Campus Access Master's Report

Degree Name

Master of Science in Computer Science (MS)

Administrative Home Department

Department of Computer Science

Advisor 1

Charles Wallace

Committee Member 1

Linda Ott

Committee Member 2

Adam Feltz

Committee Member 3

Laura E. Brown


The subject of discrete structures is at the core of computer science. In contrast to the more concrete practice of programming, material in discrete structures such as relational calculus and predicate logic can seem abstract and intangible. A difficulty in learning and teaching this subject lies in knowing how well the students have understood the involved concepts. In traditional approaches to the subject, there is little feedback from the students and at times for the students. We aim to make the students’ learning process more effective by introducing a hands-on lab component involving two established learning technologies: Alloy and POGIL. Alloy is a software tool that enables expression of constraints in predicate logic while offering instant feedback on satisfiability of the constraints.
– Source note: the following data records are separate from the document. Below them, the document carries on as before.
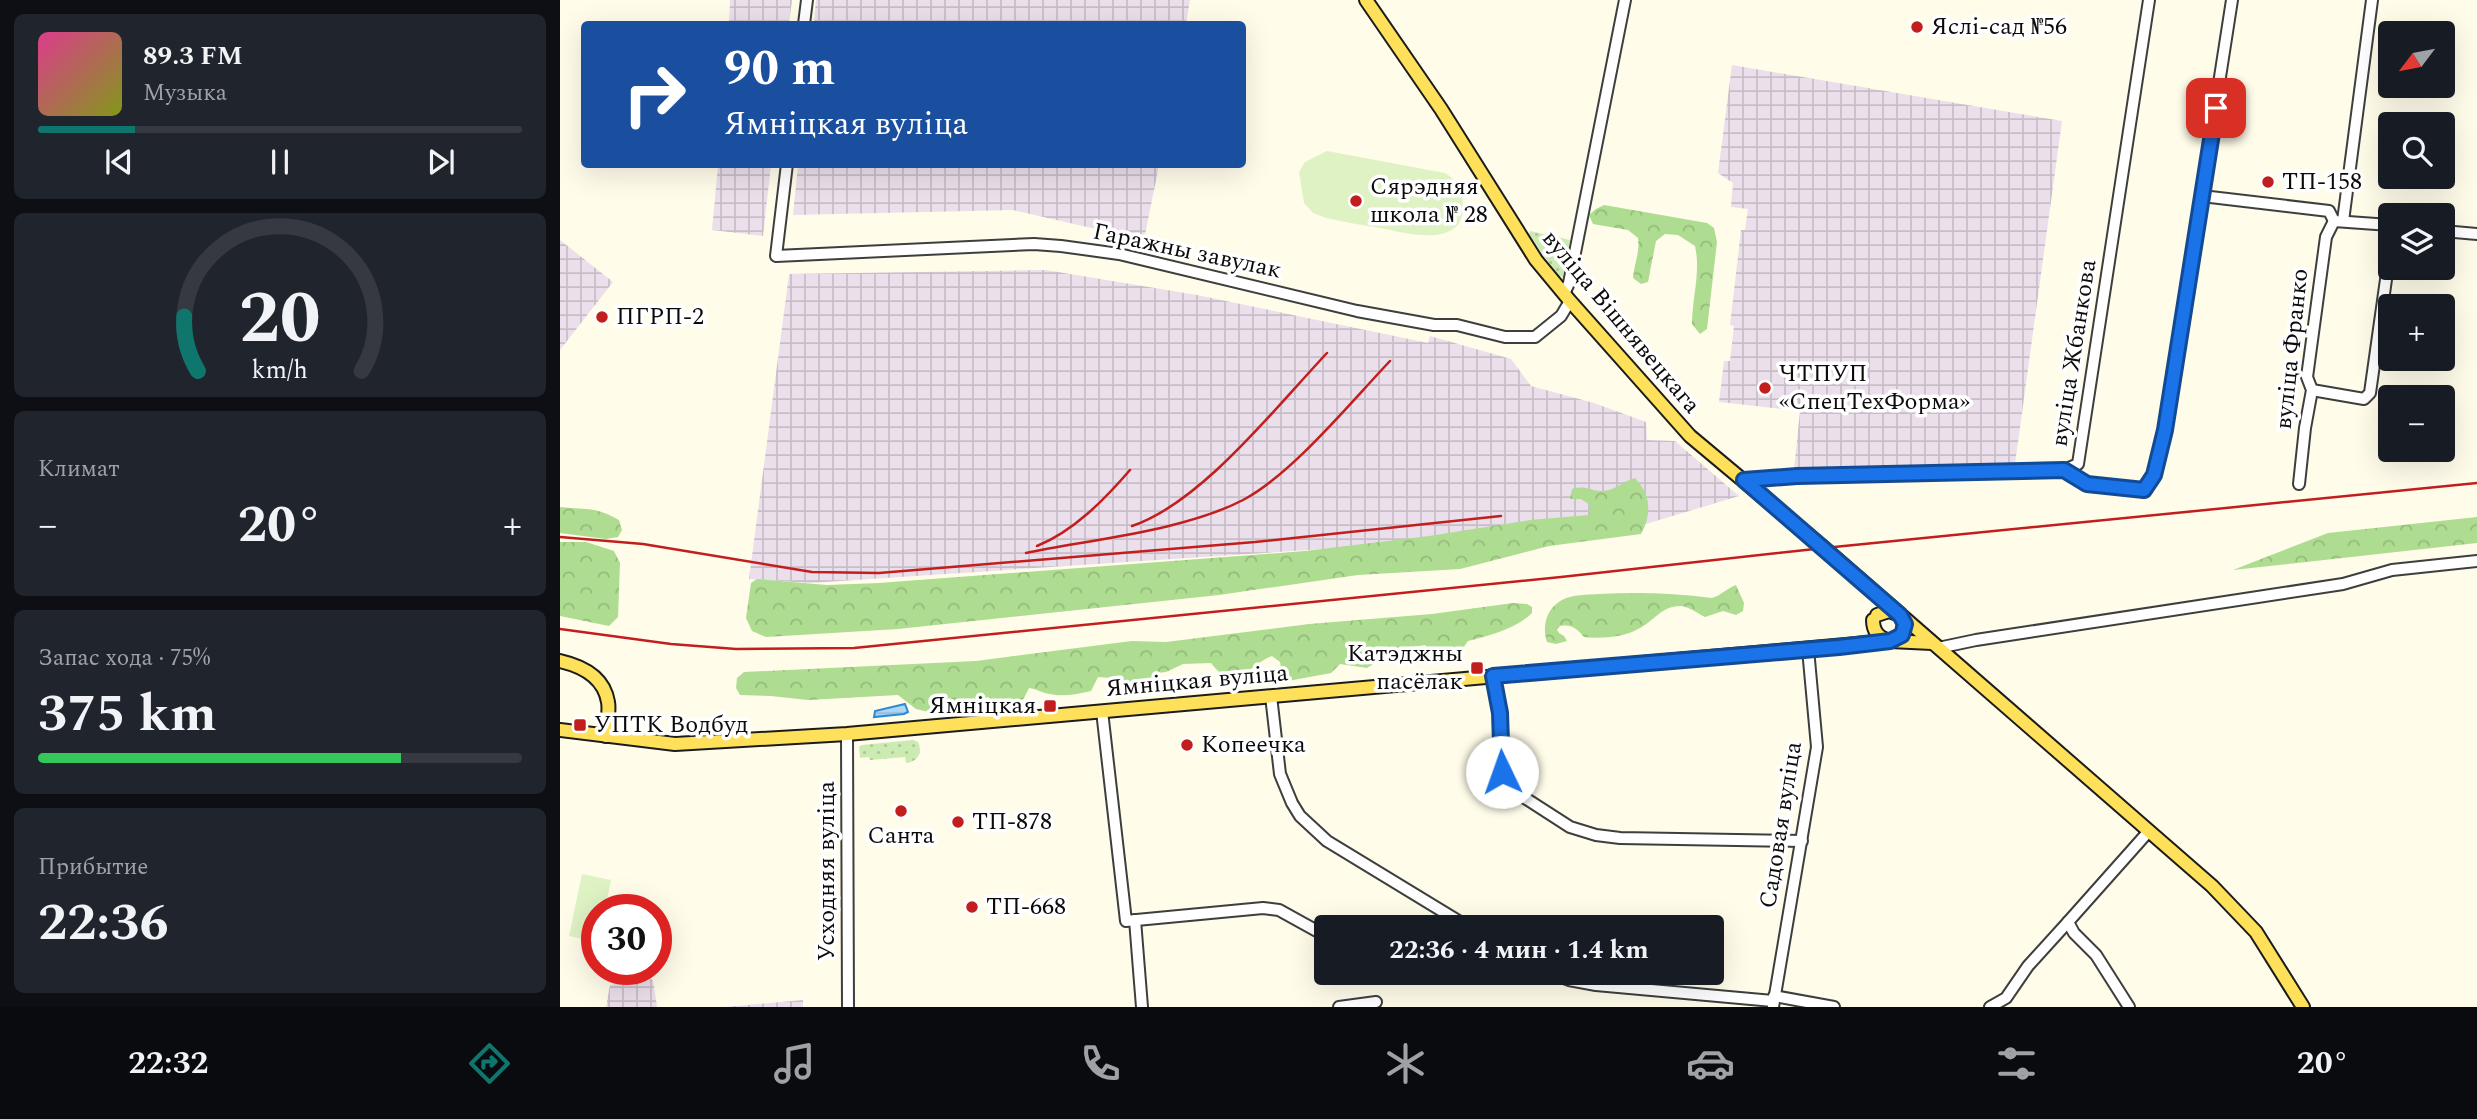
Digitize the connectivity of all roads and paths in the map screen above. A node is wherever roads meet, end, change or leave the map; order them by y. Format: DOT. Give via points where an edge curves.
graph roads {
  1 [pos="807,0"];
  2 [pos="1366,0"];
  3 [pos="1625,0"];
  4 [pos="2149,0"];
  5 [pos="2232,0"];
  6 [pos="2372,0"];
  7 [pos="804,21"];
  8 [pos="787,168"];
  9 [pos="2202,196"];
  10 [pos="2339,221"];
  11 [pos="2378,224"];
  12 [pos="2455,232"];
  13 [pos="2477,234"];
  14 [pos="2386,280"];
  15 [pos="1567,298"];
  16 [pos="2312,390"];
  17 [pos="2064,470"];
  18 [pos="1744,480"];
  19 [pos="2299,484"];
  20 [pos="2477,561"];
  21 [pos="1871,590"];
  22 [pos="1900,615"];
  23 [pos="1875,617"];
  24 [pos="1890,641"];
  25 [pos="1935,646"];
  26 [pos="1839,647"];
  27 [pos="1808,649"];
  28 [pos="560,661"];
  29 [pos="1493,676"];
  30 [pos="1271,696"];
  31 [pos="1102,711"];
  32 [pos="560,730"];
  33 [pos="847,734"];
  34 [pos="606,736"];
  35 [pos="2150,831"];
  36 [pos="1802,841"];
  37 [pos="1449,915"];
  38 [pos="1130,921"];
  39 [pos="2068,922"];
  40 [pos="1314,929"];
  41 [pos="1596,985"];
  42 [pos="1376,1002"];
  43 [pos="1774,1002"];
  44 [pos="848,1007"];
  45 [pos="1142,1007"];
  46 [pos="1339,1007"];
  47 [pos="1834,1007"];
  48 [pos="1990,1007"];
  49 [pos="2129,1007"];
  50 [pos="2303,1007"];
  1 -- 7 [label="street"];
  2 -- 15 [label="main road, вуліца Вішнявецкага" via="1536,260"];
  3 -- 15 [label="street"];
  4 -- 17 [label="street, вуліца Жбанкова" via="2078,464"];
  5 -- 9 [label="street"];
  6 -- 10 [label="street, вуліца Франко"];
  8 -- 15 [label="street, Гаражны завулак" via="776,256 1061,246 1119,254 1357,311 1520,338 1535,337 1561,316"];
  9 -- 10 [label="street" via="2329,211"];
  9 -- 17 [label="street" via="2154,475 2144,490 2087,484"];
  10 -- 11 [label="street"];
  10 -- 16 [label="street, вуліца Франко" via="2326,237 2307,377"];
  12 -- 13 [label="street"];
  14 -- 16 [label="street" via="2370,393 2364,399"];
  15 -- 18 [label="main road, вуліца Вішнявецкага" via="1690,436"];
  16 -- 19 [label="street, вуліца Франко"];
  17 -- 18 [label="street, вуліца Жбанкова"];
  18 -- 21 [label="main road, вуліца Вішнявецкага"];
  20 -- 25 [label="street" via="2392,570 2343,584"];
  21 -- 22 [label="main road, вуліца Вішнявецкага"];
  21 -- 23 [label="main road"];
  22 -- 23 [label="main road" via="1889,611"];
  22 -- 24 [label="main road" via="1903,633"];
  22 -- 25 [label="main road, вуліца Вішнявецкага"];
  23 -- 24 [label="main road" via="1878,636"];
  23 -- 26 [label="main road" via="1857,638"];
  24 -- 25 [label="main road, Ямніцкая вуліца"];
  24 -- 26 [label="main road, Ямніцкая вуліца"];
  25 -- 35 [label="main road, вуліца Вішнявецкага"];
  26 -- 27 [label="main road, Ямніцкая вуліца"];
  27 -- 29 [label="main road, Ямніцкая вуліца"];
  27 -- 36 [label="street, Садовая вуліца" via="1817,747"];
  28 -- 34 [label="main road" via="583,667 600,682 608,702"];
  29 -- 30 [label="main road, Ямніцкая вуліца"];
  29 -- 36 [label="street" via="1500,713 1502,772 1519,796 1561,822 1589,834 1612,837"];
  30 -- 31 [label="main road, Ямніцкая вуліца"];
  30 -- 37 [label="street" via="1280,774 1300,816 1327,841"];
  31 -- 33 [label="main road, Ямніцкая вуліца"];
  31 -- 38 [label="street"];
  32 -- 34 [label="main road, Ямніцкая вуліца"];
  33 -- 34 [label="main road, Ямніцкая вуліца" via="675,744"];
  33 -- 44 [label="street, Усходняя вуліца"];
  35 -- 39 [label="street"];
  35 -- 50 [label="main road, вуліца Вішнявецкага" via="2256,932"];
  36 -- 43 [label="street, Садовая вуліца"];
  38 -- 40 [label="street" via="1263,908 1279,910"];
  38 -- 45 [label="street"];
  39 -- 48 [label="street" via="2028,965 2006,998"];
  39 -- 49 [label="street" via="2096,954"];
  41 -- 43 [label="street"];
  42 -- 46 [label="street"];
  43 -- 47 [label="street"];
}
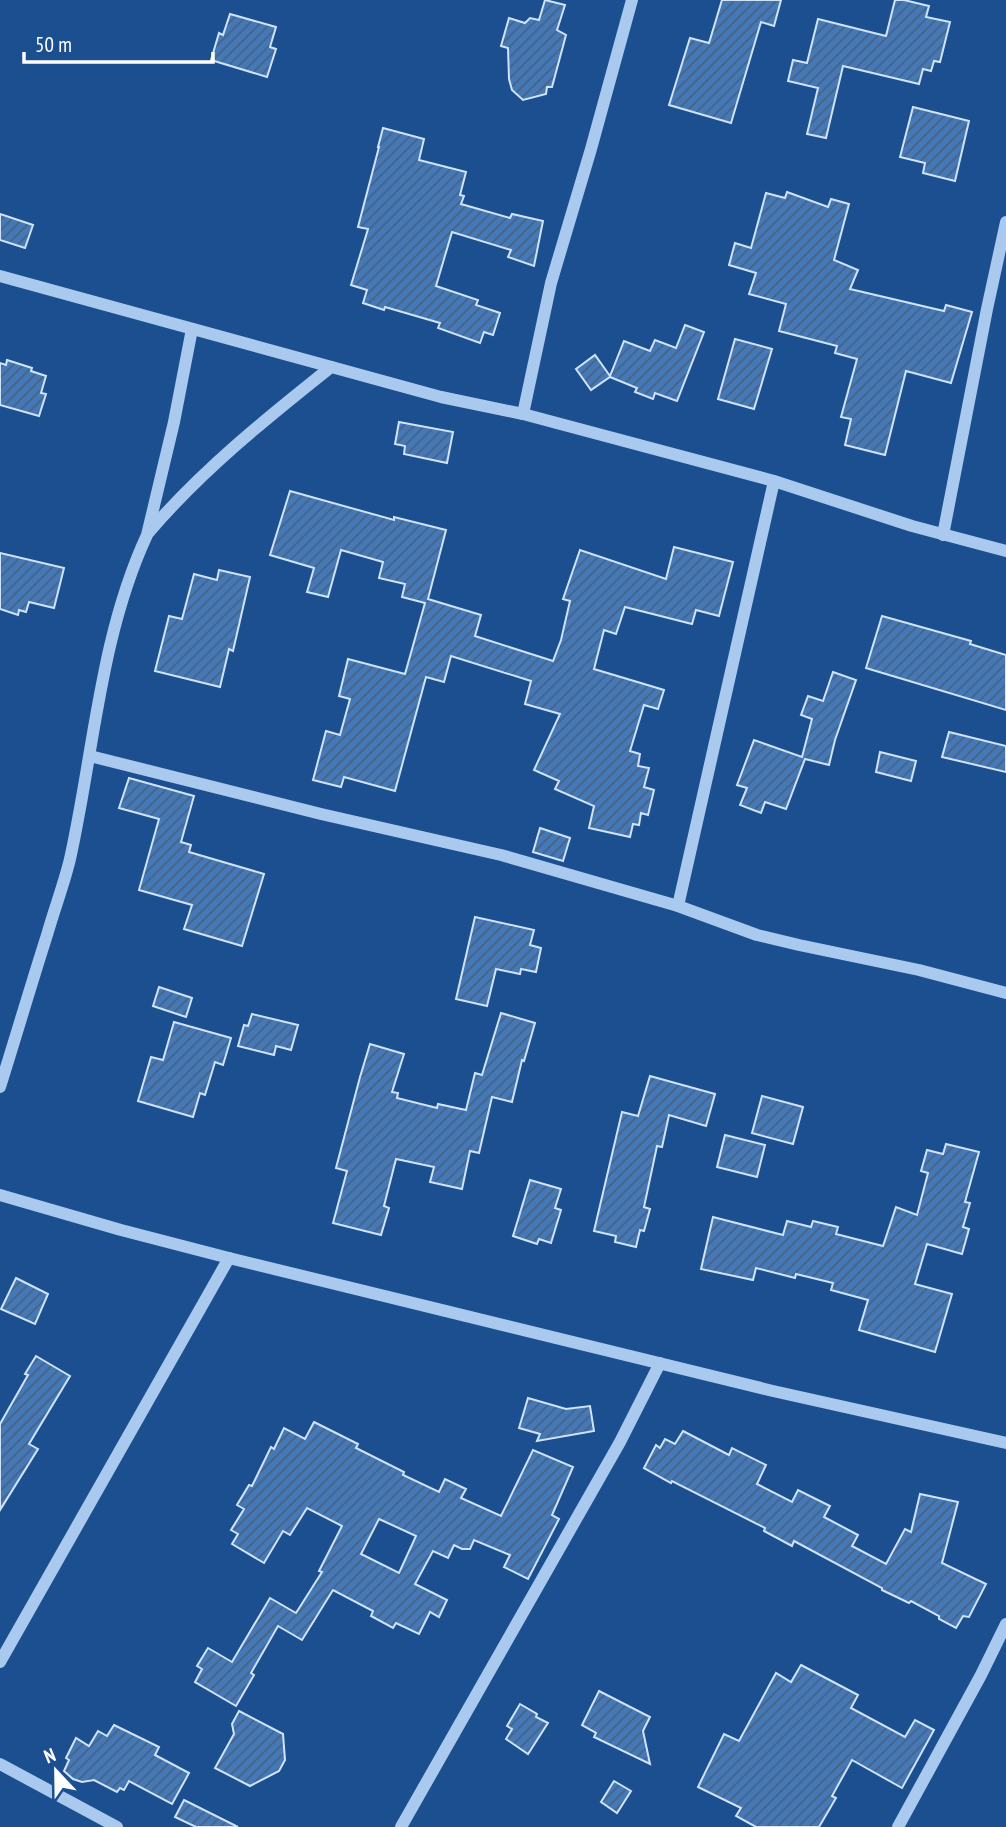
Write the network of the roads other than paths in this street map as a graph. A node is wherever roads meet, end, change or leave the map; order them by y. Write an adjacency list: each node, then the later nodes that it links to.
1 (632, 0): 6 (street)
2 (1006, 222): 9 (street)
3 (0, 276): 4 (street)
4 (192, 329): 5 (street); 8 (street)
5 (331, 367): 6 (street); 8 (street)
6 (523, 414): 7 (street)
7 (774, 481): 9 (street); 12 (street)
8 (147, 535): 11 (street)
9 (943, 535): 10 (street)
10 (1006, 551)
11 (90, 756): 12 (street); 14 (street)
12 (678, 906): 13 (street)
13 (1006, 993)
14 (0, 1087)
15 (0, 1195): 16 (street)
16 (229, 1258): 17 (street); 20 (street)
17 (660, 1363): 18 (street); 23 (street)
18 (1006, 1443)
19 (1006, 1624): 24 (street)
20 (0, 1662)
21 (0, 1764): 22 (street)
22 (117, 1827)
23 (401, 1827)
24 (898, 1827)

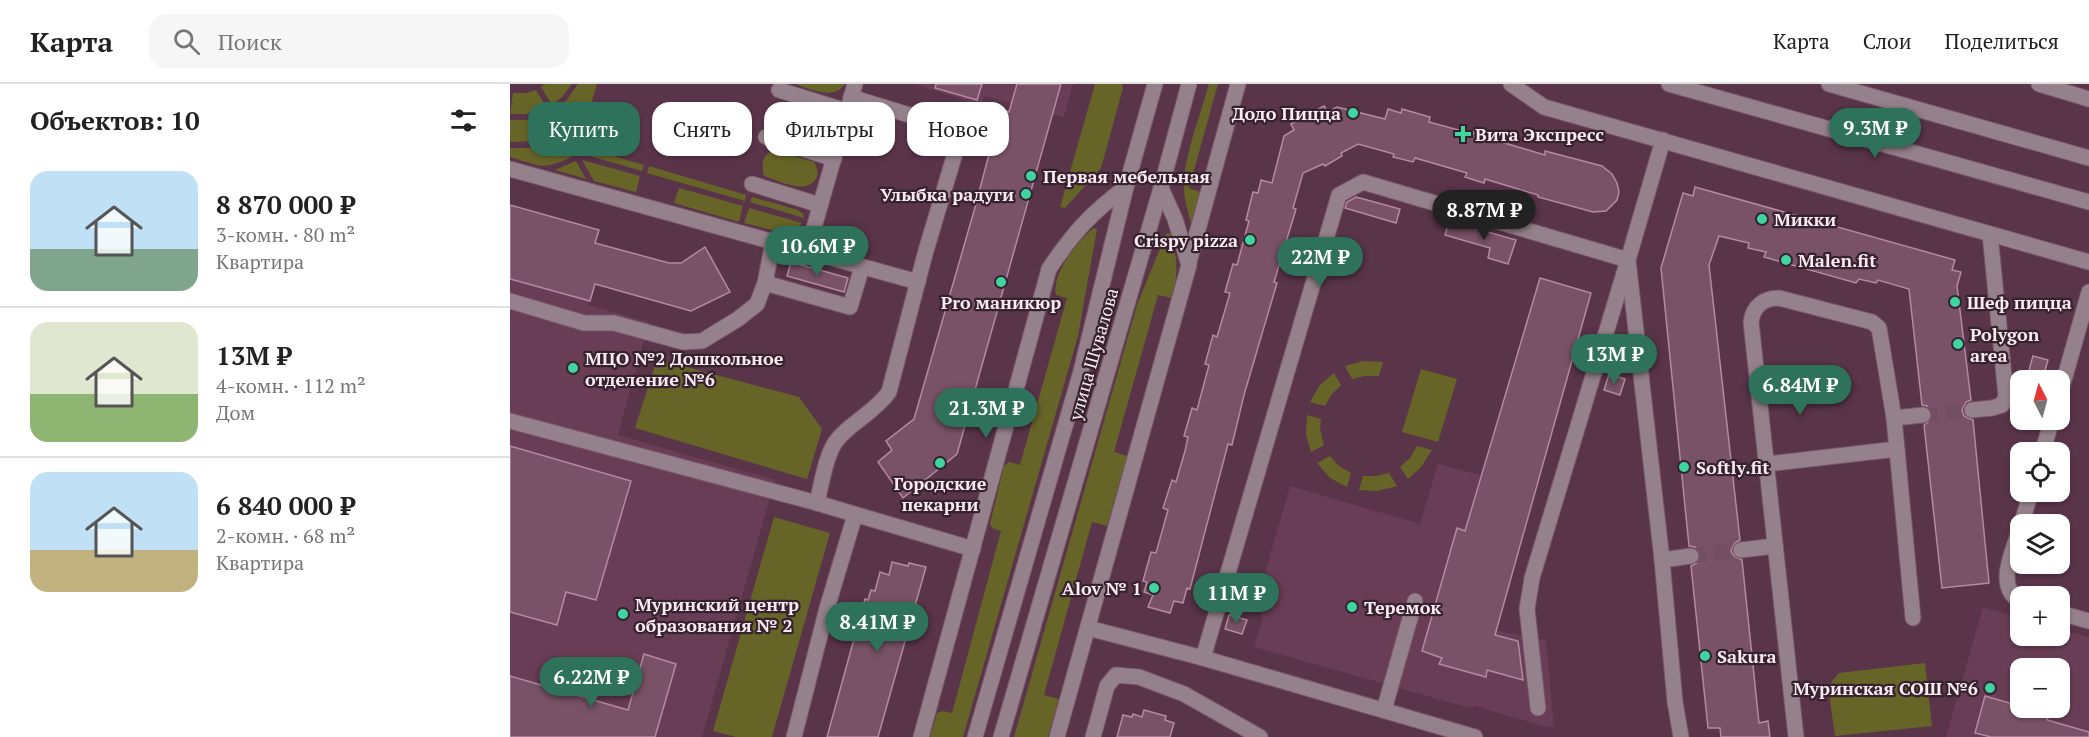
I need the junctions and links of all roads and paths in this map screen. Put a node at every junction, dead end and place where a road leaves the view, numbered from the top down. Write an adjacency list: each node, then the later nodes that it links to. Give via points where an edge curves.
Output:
1 (1155, 84): 17 (street, улица Шувалова)
2 (1189, 84): 18 (street, улица Шувалова)
3 (1238, 84): 26 (street)
4 (1511, 84): 11 (street, via 1544,107)
5 (1669, 84): 19 (street)
6 (1829, 84): 13 (street)
7 (2039, 84): 10 (street)
8 (779, 90): 9 (street)
9 (851, 97): 14 (street); 28 (street, via 948,127 956,137 956,150)
10 (2089, 99)
11 (1663, 140): 21 (street); 24 (street)
12 (825, 156): 14 (street)
13 (2089, 158)
14 (834, 159): 20 (street)
15 (510, 169): 22 (street)
16 (752, 184): 20 (street)
17 (1126, 187): 42 (street, via 1098,208 1068,240 1049,270); 58 (street, улица Шувалова, via 1081,371)
18 (1161, 188): 26 (street); 59 (street, улица Шувалова)
19 (2089, 202)
20 (820, 205): 23 (street)
21 (1990, 234): 25 (street); 33 (street, via 2006,396 2002,405)
22 (773, 242): 23 (street); 29 (street)
23 (807, 252): 27 (street)
24 (1628, 260): 45 (street); 53 (street, via 1363,182 1339,195); 54 (street, via 1532,578 1527,609)
25 (2089, 262)
26 (1189, 265): 52 (street)
27 (862, 267): 28 (street); 29 (street, via 850,307)
28 (918, 282): 39 (street, via 889,392 836,441)
29 (765, 283): 31 (street, via 757,304 702,341 682,342 614,323 584,322)
30 (2089, 292): 32 (street)
31 (510, 301)
32 (2067, 370)
33 (1972, 410)
34 (1923, 415): 35 (street)
35 (1894, 418): 37 (street); 38 (street, via 1877,324 1769,298 1752,313 1750,322)
36 (510, 421): 39 (street)
37 (1897, 449): 38 (street); 50 (street)
38 (1767, 464): 41 (street)
39 (817, 503): 40 (street)
40 (855, 515): 42 (street); 56 (street)
41 (1775, 546): 43 (street); 65 (street)
42 (974, 549): 57 (street)
43 (1741, 550)
44 (1691, 556): 45 (street)
45 (1662, 560): 64 (street)
46 (2010, 565): 47 (street)
47 (2010, 592)
48 (1414, 601): 55 (street)
49 (2070, 616): 51 (street)
50 (1913, 618)
51 (2089, 621)
52 (1088, 628): 53 (street); 60 (street)
53 (1203, 658): 55 (street)
54 (1538, 708)
55 (1384, 710): 63 (street)
56 (794, 737)
57 (921, 737)
58 (975, 737)
59 (1001, 737)
60 (1057, 737)
61 (1093, 737): 62 (street, via 1107,686 1116,675 1139,677 1184,694)
62 (1260, 737)
63 (1475, 737)
64 (1681, 737)
65 (1796, 737)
POGIL (Process Oriented Guided Inquiry Learning) is a teaching pedagogy that lets the students learn in a creative way where they can interact, reflect upon and experience knowledge organically. By amalgamating these two we hope to see the students learn the course material in the best possible way-through experience, discussion, reflection and feedback. My contribution lies in designing laboratory exercises using the Alloy software for students and in creating evaluation rubrics, when we teach the Discrete structures course without Alloy in one semester and with Alloy in the next.